At the holding area (resembling what westerners would perceive as a refugee camp) a representative of Sanborn’s insurance company asked people in the same situation as Sanborn to hand over their passports, which he turned over to the Saudi officials. Then he left.
There were thousands of people in the port area looking to escape the war.
“I was terrified,” Sanborn said. “There were piles of passports – shopping bags full of them – and they were announcing countries that were selected to go on the ship.”
Being without a passport in a situation like that was “very uncomfortable,” he said.
In the hours that followed, Saudi officials announced Canada a number of times but his name wasn’t called. He was left to wonder what was going on, standing overnight until he finally heard his name at 7 am.
They all were led to believe they were going to be on the ferry to Jeddah (a Saudi port city on the Red Sea) that had left an hour earlier.
His uncertainty was finally relieved when the waiting group learned they were to board a tugboat which eventually delivered them to a Saudi warship in the harbour. Once there, the group of 55 people from a variety of countries were treated very well, according to Sanborn.
He had never seen a warship of any kind, and was relieved there was a warship – of any kind. Once on board, he said he felt relaxed for the first time during his ordeal.
“There was no question on my mind that I was safe,” he said. “It was a Corvette, about 100 metres long, it was pretty cool – I hadn’t been on a military ship of any description before, so it was interesting.”
Peace of mind and a place to lay his head soon followed, before a 20-hour boat ride to Jeddah. There, the rescued passengers were surprised to see film crews waiting, along with a Saudi general ready to make a speech, as they were thrust into an elaborate media event.
Escaping a geopolitical war zone with the help of a country that doesn’t exactly have a stellar reputation in terms of human rights was perhaps a bit ironic.
But Sanborn said there was not a political thought in his head as a Saudi flag was presented to him.
“I was more than happy to wave my flag – they got me out of there,” he said. “Not Canada, not the U,K, not the U.S., it was the Saudis.
“I have some opinions on the Saudis, but when the chips were down, they helped me. Their human rights record is pretty poor at best, but they were there. That’s the lasting memory.”
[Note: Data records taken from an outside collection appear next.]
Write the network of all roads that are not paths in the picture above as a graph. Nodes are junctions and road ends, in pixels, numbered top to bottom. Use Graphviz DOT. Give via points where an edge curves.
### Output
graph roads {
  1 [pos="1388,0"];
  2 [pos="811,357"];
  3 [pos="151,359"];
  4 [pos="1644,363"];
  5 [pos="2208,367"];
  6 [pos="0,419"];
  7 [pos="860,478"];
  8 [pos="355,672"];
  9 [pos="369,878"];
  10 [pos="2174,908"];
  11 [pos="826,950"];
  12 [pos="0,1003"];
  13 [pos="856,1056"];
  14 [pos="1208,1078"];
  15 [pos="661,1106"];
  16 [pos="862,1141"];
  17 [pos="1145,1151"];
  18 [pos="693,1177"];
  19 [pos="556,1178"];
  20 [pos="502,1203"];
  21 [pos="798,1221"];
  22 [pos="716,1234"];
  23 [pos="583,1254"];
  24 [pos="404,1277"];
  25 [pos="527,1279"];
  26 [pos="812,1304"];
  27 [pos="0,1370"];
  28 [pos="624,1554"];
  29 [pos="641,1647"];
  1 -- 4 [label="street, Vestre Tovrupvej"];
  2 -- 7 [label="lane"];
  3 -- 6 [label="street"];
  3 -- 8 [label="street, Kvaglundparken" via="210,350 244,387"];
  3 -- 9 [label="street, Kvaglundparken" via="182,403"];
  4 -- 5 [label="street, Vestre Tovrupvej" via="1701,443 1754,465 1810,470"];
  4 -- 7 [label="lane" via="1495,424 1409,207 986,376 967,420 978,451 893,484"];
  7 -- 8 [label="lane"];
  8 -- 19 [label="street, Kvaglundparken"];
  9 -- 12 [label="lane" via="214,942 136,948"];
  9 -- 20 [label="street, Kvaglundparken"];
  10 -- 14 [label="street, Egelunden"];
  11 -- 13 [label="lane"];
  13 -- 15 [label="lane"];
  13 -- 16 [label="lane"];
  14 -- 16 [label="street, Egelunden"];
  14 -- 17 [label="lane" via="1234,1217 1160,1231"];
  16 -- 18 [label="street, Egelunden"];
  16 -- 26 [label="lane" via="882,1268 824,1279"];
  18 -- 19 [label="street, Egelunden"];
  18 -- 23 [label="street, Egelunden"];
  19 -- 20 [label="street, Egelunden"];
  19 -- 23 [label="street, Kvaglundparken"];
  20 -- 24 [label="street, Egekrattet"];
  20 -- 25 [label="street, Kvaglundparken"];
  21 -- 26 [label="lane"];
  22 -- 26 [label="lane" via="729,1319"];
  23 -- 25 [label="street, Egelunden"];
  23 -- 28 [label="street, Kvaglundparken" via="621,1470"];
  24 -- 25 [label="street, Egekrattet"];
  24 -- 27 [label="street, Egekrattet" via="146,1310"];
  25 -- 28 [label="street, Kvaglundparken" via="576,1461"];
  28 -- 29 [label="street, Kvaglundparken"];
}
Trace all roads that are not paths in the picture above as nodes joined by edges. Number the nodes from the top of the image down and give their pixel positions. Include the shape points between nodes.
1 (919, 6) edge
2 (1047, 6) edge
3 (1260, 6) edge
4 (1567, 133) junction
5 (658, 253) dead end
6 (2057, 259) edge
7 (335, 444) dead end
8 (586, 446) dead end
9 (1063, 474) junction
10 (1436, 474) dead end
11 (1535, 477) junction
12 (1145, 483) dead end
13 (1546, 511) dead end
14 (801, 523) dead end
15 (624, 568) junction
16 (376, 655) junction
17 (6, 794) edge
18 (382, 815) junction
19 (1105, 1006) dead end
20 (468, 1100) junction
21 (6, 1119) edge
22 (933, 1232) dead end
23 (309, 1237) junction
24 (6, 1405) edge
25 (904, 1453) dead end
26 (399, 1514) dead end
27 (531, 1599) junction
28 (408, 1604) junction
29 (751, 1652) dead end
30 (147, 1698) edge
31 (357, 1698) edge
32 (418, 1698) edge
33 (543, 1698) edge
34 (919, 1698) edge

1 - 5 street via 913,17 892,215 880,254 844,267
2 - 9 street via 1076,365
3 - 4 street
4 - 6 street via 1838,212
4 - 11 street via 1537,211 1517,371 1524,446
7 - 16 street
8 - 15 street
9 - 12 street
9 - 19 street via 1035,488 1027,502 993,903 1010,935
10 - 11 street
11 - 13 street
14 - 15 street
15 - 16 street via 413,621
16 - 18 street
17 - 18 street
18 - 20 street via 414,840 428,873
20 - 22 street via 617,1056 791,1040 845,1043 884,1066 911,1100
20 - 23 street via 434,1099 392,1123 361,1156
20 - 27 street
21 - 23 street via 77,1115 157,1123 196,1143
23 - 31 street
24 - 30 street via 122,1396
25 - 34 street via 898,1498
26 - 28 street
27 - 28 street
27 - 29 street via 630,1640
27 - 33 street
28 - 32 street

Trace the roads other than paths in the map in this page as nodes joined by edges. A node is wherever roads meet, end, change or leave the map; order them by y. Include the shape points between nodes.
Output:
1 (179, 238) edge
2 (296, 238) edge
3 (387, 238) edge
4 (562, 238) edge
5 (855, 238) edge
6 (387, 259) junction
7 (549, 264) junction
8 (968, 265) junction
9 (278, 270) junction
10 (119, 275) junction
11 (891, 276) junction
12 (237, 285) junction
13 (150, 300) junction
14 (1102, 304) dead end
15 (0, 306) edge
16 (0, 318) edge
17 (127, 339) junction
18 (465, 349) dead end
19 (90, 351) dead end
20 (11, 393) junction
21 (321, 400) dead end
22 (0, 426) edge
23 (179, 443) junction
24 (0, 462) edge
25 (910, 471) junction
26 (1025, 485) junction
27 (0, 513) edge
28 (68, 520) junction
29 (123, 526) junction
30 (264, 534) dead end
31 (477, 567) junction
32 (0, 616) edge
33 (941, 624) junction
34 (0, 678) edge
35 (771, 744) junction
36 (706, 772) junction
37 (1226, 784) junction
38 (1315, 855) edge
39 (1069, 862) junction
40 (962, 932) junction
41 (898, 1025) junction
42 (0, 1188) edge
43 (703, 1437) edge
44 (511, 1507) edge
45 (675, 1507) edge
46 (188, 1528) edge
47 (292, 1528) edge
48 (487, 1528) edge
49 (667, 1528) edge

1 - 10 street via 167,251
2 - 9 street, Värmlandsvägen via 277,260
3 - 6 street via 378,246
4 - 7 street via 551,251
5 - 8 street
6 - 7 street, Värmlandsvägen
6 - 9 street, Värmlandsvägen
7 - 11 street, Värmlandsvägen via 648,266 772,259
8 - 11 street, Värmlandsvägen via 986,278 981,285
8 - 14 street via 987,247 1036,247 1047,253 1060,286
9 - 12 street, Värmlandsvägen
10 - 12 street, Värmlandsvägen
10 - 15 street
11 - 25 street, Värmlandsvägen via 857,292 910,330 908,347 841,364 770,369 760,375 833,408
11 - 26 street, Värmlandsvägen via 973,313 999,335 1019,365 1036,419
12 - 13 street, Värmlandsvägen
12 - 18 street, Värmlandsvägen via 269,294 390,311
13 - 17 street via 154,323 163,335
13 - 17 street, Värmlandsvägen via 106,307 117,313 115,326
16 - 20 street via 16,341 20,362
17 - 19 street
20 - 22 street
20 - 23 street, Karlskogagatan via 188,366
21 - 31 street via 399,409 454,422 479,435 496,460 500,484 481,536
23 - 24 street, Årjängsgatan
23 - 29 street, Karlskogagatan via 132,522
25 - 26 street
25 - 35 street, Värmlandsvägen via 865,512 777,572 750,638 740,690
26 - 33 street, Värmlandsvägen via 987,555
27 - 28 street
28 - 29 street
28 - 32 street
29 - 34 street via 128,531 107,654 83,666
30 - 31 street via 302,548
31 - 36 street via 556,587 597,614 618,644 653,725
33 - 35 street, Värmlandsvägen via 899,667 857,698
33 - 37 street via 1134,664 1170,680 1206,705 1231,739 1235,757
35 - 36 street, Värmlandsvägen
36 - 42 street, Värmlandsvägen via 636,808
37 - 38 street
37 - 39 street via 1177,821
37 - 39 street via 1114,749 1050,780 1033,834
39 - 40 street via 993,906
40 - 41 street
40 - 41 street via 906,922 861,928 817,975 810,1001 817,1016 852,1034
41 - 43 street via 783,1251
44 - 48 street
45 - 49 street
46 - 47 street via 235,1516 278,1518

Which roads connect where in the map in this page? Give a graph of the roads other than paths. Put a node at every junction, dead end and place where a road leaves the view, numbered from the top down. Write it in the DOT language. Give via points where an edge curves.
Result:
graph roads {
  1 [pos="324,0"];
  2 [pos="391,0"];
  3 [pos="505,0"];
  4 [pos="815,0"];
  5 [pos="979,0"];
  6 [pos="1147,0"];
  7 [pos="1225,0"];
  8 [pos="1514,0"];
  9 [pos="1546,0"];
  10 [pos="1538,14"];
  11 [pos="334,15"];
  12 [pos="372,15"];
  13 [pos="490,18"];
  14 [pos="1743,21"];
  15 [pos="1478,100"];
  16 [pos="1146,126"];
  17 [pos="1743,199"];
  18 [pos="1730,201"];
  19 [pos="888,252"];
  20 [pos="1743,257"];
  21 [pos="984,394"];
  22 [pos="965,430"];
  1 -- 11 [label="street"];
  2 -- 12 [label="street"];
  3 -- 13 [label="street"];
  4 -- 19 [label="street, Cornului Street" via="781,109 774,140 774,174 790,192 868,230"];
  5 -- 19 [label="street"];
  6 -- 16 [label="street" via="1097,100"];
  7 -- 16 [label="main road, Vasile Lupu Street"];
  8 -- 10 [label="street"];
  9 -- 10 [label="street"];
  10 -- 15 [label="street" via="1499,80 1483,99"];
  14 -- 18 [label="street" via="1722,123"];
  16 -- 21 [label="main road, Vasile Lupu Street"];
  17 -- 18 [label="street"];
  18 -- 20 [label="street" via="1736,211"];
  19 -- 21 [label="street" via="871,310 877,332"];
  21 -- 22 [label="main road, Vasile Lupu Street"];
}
Canada, Sanborn pointed out, was not.
“They had opportunities to prove they were a responsible, capable government and they were really invisible,” he said.
A single email (in an area with very poor cell service) from Canadian government officials describing airlifts available from northern Khartoum wasn’t received until it was too late, Sanborn said.
“It would’ve been impossible for me to traverse the whole city of Khartoum at that point anyway,” he said.
“It was about 30 km out to the airbase where they were doing airlifts, right through the most dangerous part of the whole country, so it wasn’t really an option for me – I couldn’t find anyone who would ever consider driving me there.”
Safely ensconced in his Cochrane home with wife Nycole, daughters Jillian and Jess, and dog Ollie,
Sanborn is restoring an old pick-up truck, catching up on yard work, and doing some golfing. He called it “catching up and recalibrating a little bit” after the tense and lengthy ordeal.
Going back to Sudan isn’t anywhere on his near horizon, but Sanborn said he wouldn’t mind some kind of return, even if it’s not work-related, to see how the country he came to admire has hopefully recovered from the senseless loss of life in recent weeks.
Tragically, he predicts thousands of innocent people will be killed by the time the war concludes.
“I was beginning to like it there,” he said. “I’d like to go back to the country I remember as opposed to the one I left.”